*Input data:*

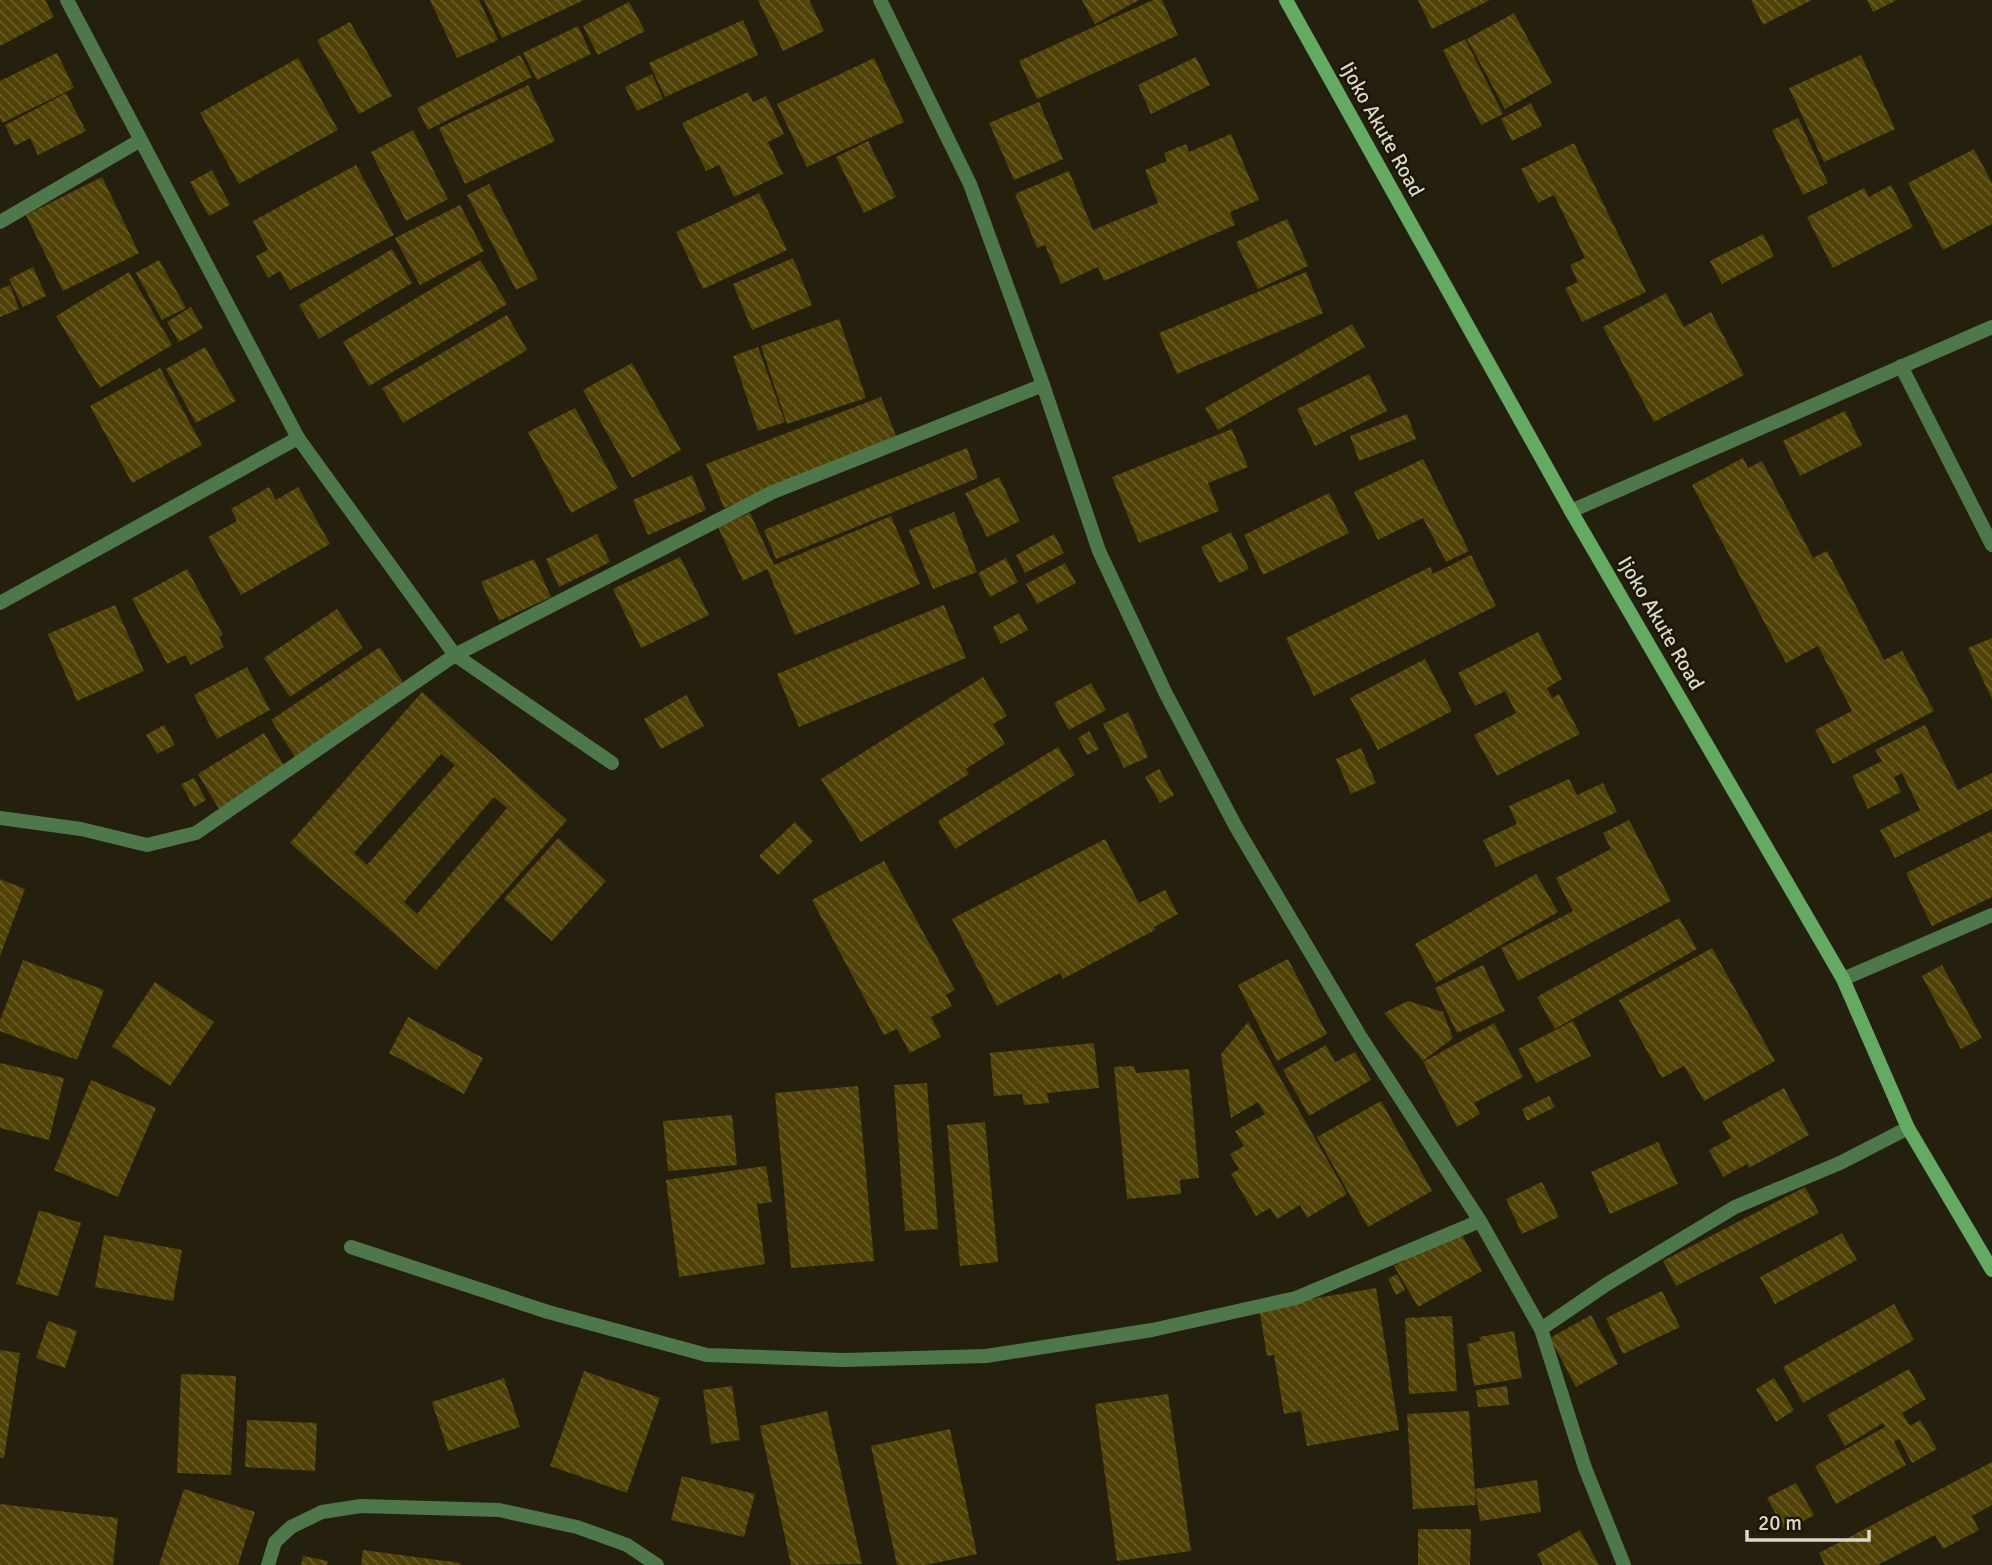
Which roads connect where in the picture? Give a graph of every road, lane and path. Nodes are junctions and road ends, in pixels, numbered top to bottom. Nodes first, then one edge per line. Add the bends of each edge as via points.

==

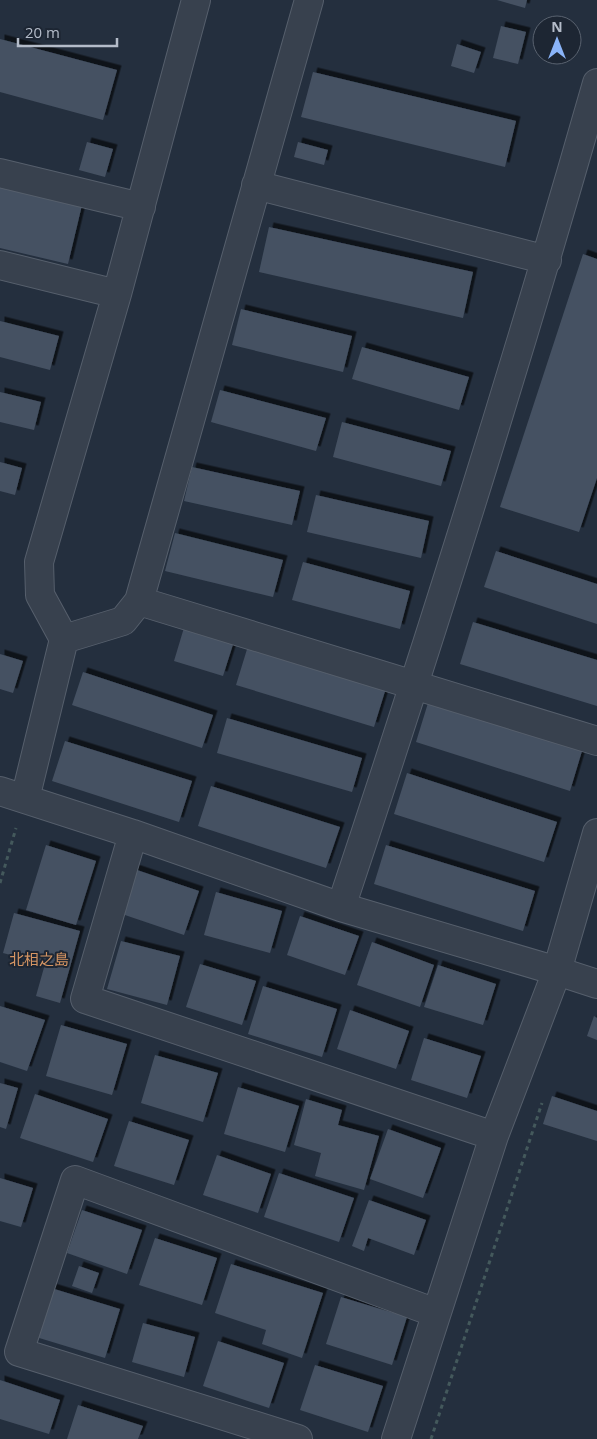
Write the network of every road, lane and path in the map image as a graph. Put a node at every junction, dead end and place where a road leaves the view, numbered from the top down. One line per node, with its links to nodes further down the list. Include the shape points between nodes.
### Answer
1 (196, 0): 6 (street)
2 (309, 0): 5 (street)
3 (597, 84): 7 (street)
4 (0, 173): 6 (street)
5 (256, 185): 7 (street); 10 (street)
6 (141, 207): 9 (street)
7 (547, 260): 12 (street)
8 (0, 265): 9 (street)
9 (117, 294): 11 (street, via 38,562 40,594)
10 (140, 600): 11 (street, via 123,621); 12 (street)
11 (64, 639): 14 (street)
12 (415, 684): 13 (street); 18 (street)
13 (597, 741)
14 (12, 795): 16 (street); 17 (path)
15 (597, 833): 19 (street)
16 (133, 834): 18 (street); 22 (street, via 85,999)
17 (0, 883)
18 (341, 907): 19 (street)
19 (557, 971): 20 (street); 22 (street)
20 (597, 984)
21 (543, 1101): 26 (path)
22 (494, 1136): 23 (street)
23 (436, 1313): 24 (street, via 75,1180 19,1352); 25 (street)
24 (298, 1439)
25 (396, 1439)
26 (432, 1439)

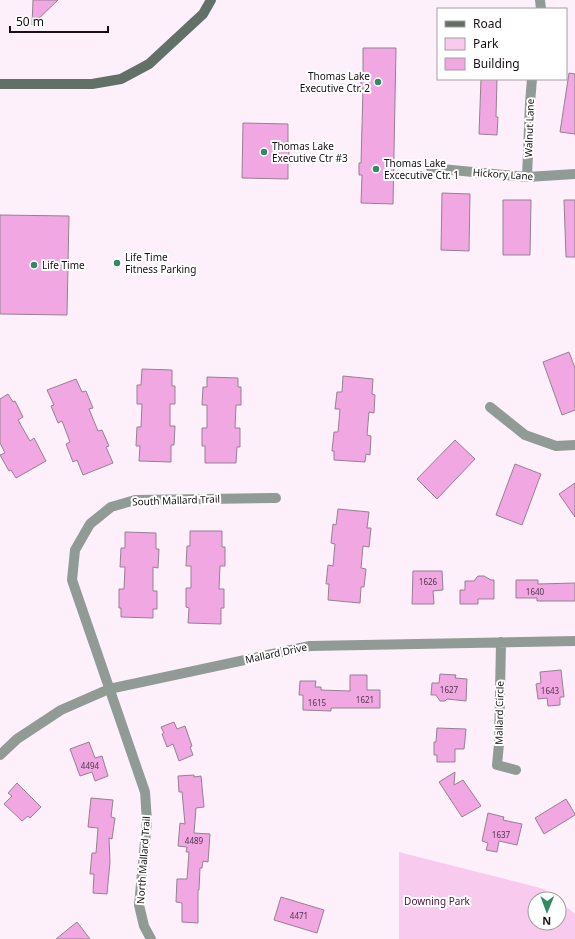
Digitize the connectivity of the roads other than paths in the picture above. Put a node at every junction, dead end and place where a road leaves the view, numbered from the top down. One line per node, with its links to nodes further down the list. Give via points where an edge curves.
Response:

*Instructions for the task:*
Taking the material above, report how many of its lines contain the word "every". Add nothing else.

*Solution for this problem:*
3